BEGIN

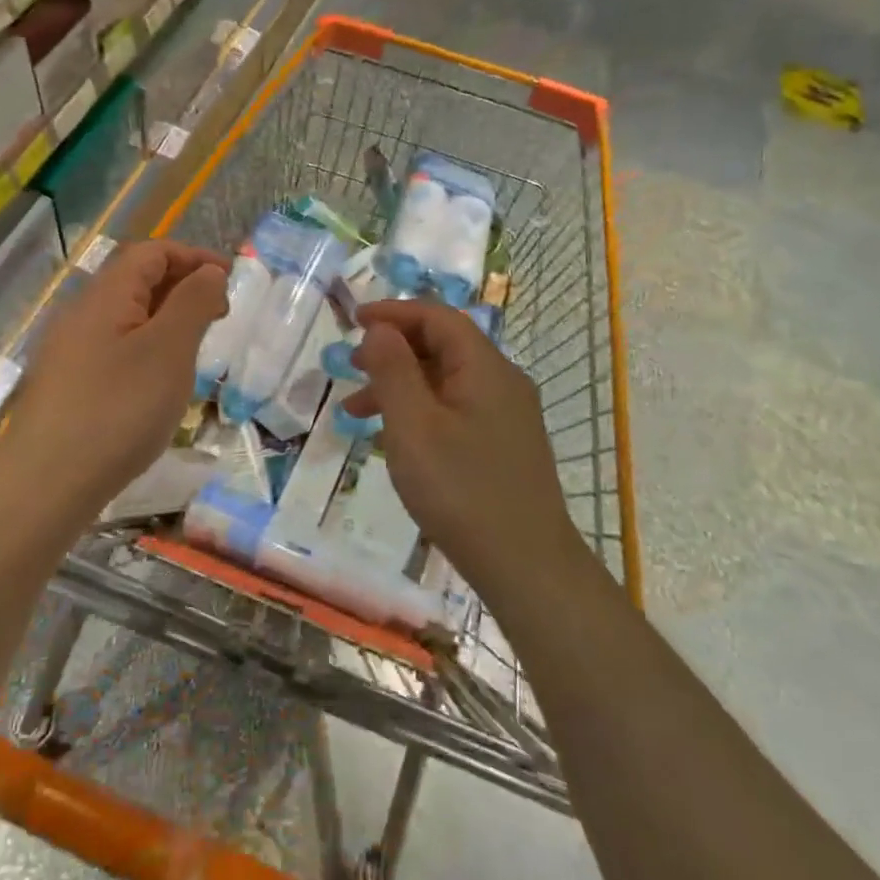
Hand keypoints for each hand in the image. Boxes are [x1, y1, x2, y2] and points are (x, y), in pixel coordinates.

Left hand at [5, 240, 227, 503]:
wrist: (46, 484)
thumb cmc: (118, 409)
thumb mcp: (169, 350)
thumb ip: (193, 303)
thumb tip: (208, 272)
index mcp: (106, 295)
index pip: (152, 252)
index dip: (193, 256)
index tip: (230, 280)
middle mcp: (82, 313)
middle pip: (136, 280)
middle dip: (182, 286)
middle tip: (219, 314)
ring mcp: (69, 350)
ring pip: (125, 316)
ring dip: (165, 319)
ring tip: (195, 348)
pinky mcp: (66, 384)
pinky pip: (114, 346)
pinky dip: (146, 347)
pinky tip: (158, 382)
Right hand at [344, 299, 583, 596]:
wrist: (528, 567)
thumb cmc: (462, 490)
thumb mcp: (413, 426)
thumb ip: (393, 370)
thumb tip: (381, 328)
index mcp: (484, 367)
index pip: (437, 317)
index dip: (393, 312)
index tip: (353, 321)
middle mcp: (502, 382)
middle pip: (442, 346)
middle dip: (392, 350)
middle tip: (350, 366)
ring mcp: (507, 416)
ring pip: (446, 381)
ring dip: (401, 385)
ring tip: (356, 411)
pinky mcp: (504, 445)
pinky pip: (456, 410)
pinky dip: (420, 412)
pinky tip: (394, 440)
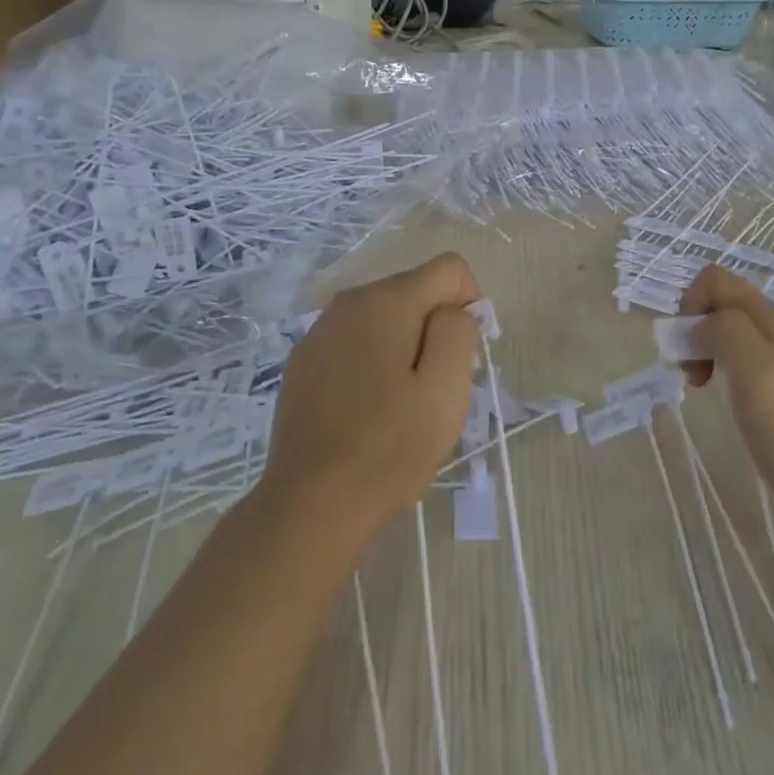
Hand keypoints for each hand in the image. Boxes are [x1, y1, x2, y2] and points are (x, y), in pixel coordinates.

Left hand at [257, 253, 481, 549]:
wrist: (310, 505)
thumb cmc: (388, 448)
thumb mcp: (445, 389)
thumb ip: (458, 331)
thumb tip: (453, 310)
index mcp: (386, 301)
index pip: (449, 269)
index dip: (470, 304)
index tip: (464, 356)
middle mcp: (348, 303)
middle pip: (415, 291)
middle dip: (436, 327)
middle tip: (436, 388)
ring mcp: (319, 332)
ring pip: (384, 318)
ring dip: (405, 346)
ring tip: (402, 403)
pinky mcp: (303, 362)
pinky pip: (355, 343)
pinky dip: (373, 362)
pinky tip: (367, 410)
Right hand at [680, 265, 773, 525]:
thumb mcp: (752, 367)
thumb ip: (723, 329)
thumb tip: (701, 323)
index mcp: (770, 318)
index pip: (716, 279)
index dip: (691, 301)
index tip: (686, 343)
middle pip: (722, 303)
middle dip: (694, 326)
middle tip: (689, 368)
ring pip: (729, 331)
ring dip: (704, 348)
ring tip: (698, 383)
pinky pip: (741, 358)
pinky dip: (719, 367)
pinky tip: (720, 393)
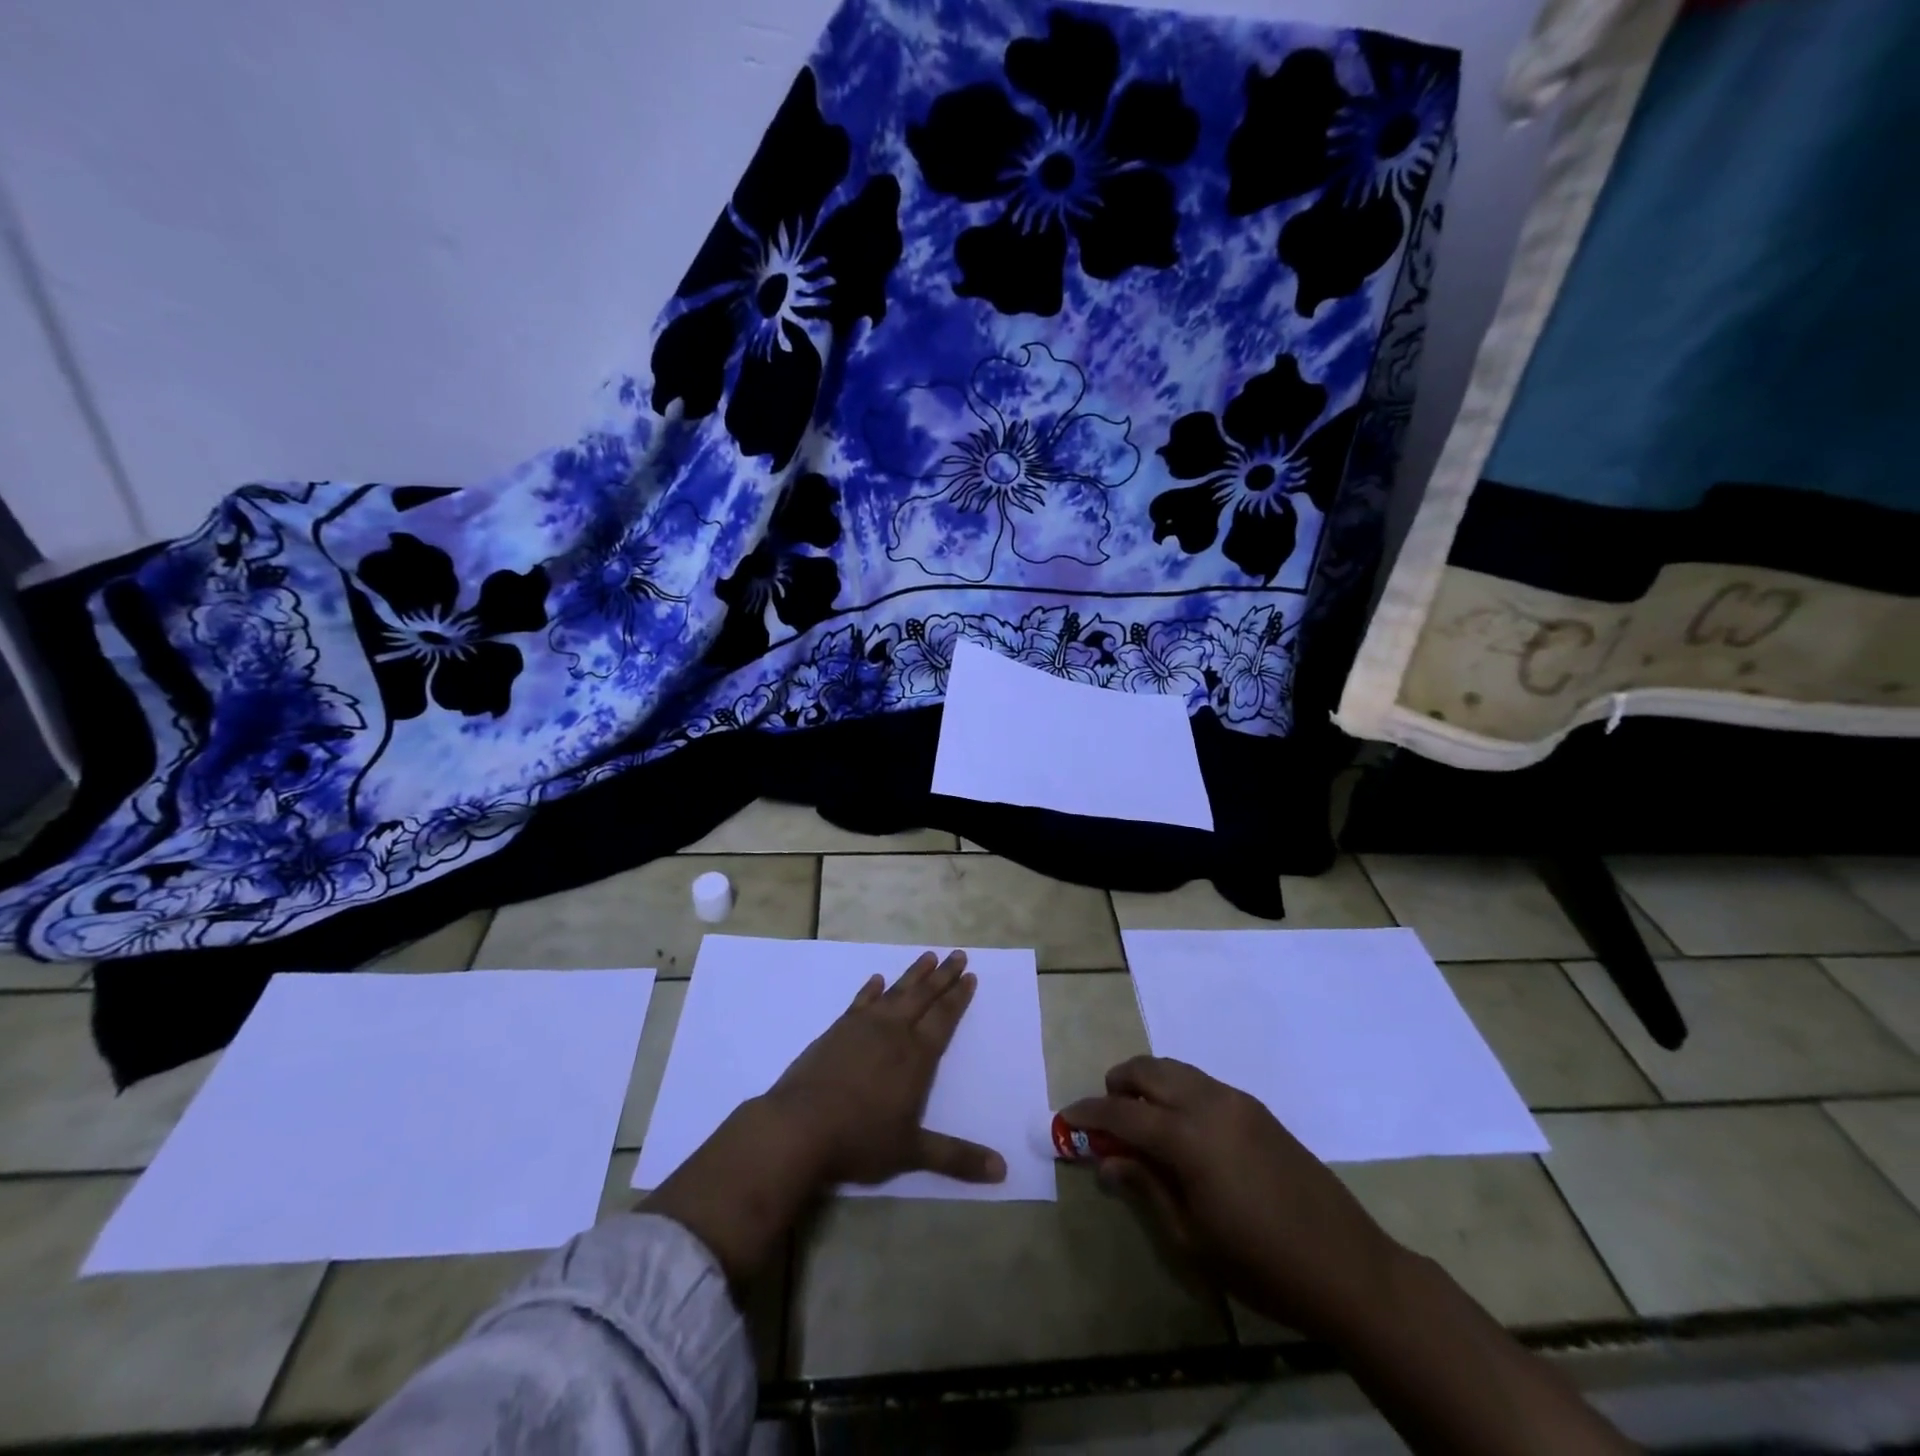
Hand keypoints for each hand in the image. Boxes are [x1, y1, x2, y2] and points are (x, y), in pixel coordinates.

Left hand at [765, 949, 1006, 1187]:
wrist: (799, 1126)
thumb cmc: (860, 1139)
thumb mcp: (912, 1152)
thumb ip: (957, 1157)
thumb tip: (1003, 1170)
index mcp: (916, 1056)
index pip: (943, 1018)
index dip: (958, 997)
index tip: (970, 976)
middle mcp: (893, 1032)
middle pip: (923, 996)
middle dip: (943, 975)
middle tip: (958, 954)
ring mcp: (862, 1027)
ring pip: (895, 992)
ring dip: (913, 974)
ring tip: (928, 956)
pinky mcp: (836, 1030)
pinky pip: (860, 1001)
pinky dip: (870, 989)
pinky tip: (876, 980)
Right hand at [1061, 1057, 1399, 1340]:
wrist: (1349, 1268)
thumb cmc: (1262, 1265)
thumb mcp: (1192, 1239)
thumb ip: (1146, 1189)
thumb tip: (1107, 1161)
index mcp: (1189, 1138)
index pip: (1123, 1113)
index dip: (1089, 1113)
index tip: (1066, 1117)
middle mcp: (1210, 1103)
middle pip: (1149, 1071)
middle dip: (1118, 1083)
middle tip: (1103, 1114)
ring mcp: (1237, 1102)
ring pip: (1176, 1069)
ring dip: (1148, 1082)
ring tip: (1138, 1118)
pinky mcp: (1257, 1109)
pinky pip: (1202, 1082)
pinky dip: (1177, 1089)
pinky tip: (1179, 1127)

END

_Brief_. Where in the records does the word "Left" appear? Copy each line that holds it.

_Response to the exercise_.
Left hand at [5, 240, 227, 503]:
Left hand at [257, 253, 481, 549]:
Left hand at [765, 949, 1006, 1187]:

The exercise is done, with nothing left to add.